In one sense, it was Paulinian in its spiritual-like emphasis: forget the things which are behind and pressing forth with the things which are before. The message is stamped with a missionary zeal as if it were an existential urgency. Of course, he , BBM, said and meant existential.

In another sense, it was Churchillian, with the sentimental flavor of “blood, sweat, tears – minus the tears—in his offer of service to the nation. “ But I will n spare myself from shedding the last bead of sweat or giving the last ounce of courage and sacrifice.

Talk is cheap. The honorable and patriotic pledge would have reverberated beyond the ancient hall of the once legislative institution his late father abolished to become a dictator, if he declared he would pay the long-over due P203 billion estate tax his family supposedly owes the government.
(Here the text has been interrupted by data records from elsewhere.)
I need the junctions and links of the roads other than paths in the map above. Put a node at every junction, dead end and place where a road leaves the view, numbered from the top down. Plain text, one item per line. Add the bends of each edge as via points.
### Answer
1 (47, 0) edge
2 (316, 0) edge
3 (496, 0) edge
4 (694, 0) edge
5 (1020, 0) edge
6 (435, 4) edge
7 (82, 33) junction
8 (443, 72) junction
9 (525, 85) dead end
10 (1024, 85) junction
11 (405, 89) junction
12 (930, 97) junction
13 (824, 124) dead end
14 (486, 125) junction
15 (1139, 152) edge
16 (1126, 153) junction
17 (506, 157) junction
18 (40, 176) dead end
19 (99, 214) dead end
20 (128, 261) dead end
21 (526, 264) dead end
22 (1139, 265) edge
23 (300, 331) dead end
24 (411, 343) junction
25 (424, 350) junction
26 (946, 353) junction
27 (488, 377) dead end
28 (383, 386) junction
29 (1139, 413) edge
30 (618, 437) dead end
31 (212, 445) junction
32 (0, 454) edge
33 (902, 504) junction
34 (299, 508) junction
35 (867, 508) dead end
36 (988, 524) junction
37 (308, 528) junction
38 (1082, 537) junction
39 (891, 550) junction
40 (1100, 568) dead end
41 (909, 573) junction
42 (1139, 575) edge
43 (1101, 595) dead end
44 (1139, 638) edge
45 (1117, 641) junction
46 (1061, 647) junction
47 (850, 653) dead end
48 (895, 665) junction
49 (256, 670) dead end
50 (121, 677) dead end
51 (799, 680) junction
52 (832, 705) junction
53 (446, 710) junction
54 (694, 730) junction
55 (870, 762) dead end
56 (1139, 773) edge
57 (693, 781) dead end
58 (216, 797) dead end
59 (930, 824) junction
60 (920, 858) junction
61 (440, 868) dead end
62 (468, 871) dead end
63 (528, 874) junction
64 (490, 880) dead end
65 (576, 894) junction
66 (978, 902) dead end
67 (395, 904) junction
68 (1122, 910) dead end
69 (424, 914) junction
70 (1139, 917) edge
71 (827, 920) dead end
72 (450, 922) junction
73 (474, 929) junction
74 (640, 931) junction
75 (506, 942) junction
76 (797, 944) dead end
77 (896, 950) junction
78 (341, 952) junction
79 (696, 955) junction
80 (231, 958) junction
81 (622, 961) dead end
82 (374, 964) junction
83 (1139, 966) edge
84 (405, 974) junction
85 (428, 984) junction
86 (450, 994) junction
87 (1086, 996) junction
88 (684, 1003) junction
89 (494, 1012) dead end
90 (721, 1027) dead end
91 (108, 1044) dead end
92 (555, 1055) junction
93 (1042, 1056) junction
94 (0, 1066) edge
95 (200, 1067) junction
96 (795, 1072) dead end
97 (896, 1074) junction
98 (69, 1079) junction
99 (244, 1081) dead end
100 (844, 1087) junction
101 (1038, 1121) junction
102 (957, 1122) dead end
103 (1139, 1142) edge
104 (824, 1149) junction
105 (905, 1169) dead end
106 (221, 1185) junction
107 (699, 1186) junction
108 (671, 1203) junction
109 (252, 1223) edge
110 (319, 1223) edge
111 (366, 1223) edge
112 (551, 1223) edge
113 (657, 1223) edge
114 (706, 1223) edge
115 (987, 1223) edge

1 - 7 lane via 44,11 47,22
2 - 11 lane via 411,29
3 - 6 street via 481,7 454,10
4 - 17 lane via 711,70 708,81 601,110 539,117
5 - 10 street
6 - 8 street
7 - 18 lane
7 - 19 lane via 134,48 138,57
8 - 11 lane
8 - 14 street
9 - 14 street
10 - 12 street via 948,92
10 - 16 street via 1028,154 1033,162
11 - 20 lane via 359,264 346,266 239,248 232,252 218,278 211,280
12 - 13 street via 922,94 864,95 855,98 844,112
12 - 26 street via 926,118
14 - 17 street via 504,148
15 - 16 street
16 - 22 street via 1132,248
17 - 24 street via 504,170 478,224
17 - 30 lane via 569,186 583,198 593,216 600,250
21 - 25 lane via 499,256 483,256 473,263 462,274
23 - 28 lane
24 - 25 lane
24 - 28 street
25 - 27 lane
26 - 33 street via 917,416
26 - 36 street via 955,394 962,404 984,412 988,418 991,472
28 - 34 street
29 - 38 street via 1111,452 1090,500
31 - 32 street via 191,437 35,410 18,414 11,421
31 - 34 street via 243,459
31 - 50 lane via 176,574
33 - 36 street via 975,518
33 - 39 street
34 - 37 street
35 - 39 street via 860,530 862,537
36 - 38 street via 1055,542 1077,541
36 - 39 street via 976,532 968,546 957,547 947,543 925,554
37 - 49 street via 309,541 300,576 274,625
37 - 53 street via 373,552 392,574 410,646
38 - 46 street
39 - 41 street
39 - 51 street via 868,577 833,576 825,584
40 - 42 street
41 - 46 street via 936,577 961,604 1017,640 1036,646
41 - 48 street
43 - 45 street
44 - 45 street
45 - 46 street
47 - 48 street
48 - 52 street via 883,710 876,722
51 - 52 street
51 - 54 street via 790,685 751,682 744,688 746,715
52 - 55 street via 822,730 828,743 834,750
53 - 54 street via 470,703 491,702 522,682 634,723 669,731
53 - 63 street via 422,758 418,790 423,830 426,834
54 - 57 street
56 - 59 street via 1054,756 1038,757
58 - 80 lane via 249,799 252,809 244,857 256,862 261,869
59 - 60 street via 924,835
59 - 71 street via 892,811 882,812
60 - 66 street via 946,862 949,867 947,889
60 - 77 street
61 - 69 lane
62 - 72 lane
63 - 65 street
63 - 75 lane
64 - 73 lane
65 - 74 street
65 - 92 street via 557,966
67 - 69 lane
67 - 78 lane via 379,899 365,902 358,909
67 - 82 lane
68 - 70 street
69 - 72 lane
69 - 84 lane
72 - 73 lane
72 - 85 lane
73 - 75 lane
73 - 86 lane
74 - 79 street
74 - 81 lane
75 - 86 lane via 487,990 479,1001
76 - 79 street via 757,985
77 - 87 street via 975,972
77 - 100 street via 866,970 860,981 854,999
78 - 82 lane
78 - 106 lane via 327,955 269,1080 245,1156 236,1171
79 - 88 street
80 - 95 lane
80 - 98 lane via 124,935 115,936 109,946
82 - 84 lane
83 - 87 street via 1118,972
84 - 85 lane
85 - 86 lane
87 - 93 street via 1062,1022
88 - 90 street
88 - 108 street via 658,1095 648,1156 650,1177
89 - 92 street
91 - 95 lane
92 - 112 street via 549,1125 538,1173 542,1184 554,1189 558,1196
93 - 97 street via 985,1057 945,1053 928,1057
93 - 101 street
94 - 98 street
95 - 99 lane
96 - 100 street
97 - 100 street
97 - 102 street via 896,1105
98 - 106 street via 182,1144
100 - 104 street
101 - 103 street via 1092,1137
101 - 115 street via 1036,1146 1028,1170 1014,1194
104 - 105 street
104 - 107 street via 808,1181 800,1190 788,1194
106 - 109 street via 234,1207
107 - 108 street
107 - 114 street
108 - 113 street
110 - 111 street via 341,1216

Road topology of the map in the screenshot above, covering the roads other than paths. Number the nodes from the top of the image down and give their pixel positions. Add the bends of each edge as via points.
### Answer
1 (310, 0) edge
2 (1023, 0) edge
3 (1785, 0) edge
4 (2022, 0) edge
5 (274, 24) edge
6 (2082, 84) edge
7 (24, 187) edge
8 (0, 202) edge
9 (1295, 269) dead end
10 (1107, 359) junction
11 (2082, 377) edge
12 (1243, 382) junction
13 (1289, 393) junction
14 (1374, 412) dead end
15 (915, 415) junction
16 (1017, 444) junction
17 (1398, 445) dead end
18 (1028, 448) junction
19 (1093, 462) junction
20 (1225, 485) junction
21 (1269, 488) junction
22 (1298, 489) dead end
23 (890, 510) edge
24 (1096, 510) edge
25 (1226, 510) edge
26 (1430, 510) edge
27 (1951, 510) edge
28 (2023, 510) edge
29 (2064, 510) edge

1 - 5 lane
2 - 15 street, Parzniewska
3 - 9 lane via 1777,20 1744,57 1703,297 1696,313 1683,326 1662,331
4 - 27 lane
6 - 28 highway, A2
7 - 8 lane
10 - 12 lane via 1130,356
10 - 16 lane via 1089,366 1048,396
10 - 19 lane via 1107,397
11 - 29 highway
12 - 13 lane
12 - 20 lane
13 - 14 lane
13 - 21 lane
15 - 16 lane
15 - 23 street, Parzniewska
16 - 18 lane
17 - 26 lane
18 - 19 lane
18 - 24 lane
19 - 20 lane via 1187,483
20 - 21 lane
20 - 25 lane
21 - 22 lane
Or for dramatic effect, he could have ordered his new tax woman, who overtured him of his modelling role, right there and then, to send him the demand letter without delay and he will settle the obligation ASAP which has been apparently ignored since the Supreme Court ruled they owe the government P23 billion in 1999.

Alas, the promise had the ring of a pastor leading a congregation in singing “Rescue the
Perishing” hymn with such sense of urgency and conviction a young boy came up to the pulpit and begged him “ let’s do it”. To which the pastor replied” it’s only a song, boy.

The message has also a Kennedysque touch “ ask not what the country can do for you but what you can do for the country”, although it’s muddled with ambiguity. He appealed for the legendary Bayanihan way of the Filipinos but said it will not require much from them “ to build a divided house” as it were.

 

Is BBM setting himself for a comeuppance? “O what a tangled we weave”, warned the poet Walter Scott, “ when first we practice to deceive”.

“I am not here to talk about the past. I am here to talk about the future”, he said. The past, or what passes for a “golden age”, in his mind is simply too good to forget. A son that also rises, as Hemingway put it, deserves some concession.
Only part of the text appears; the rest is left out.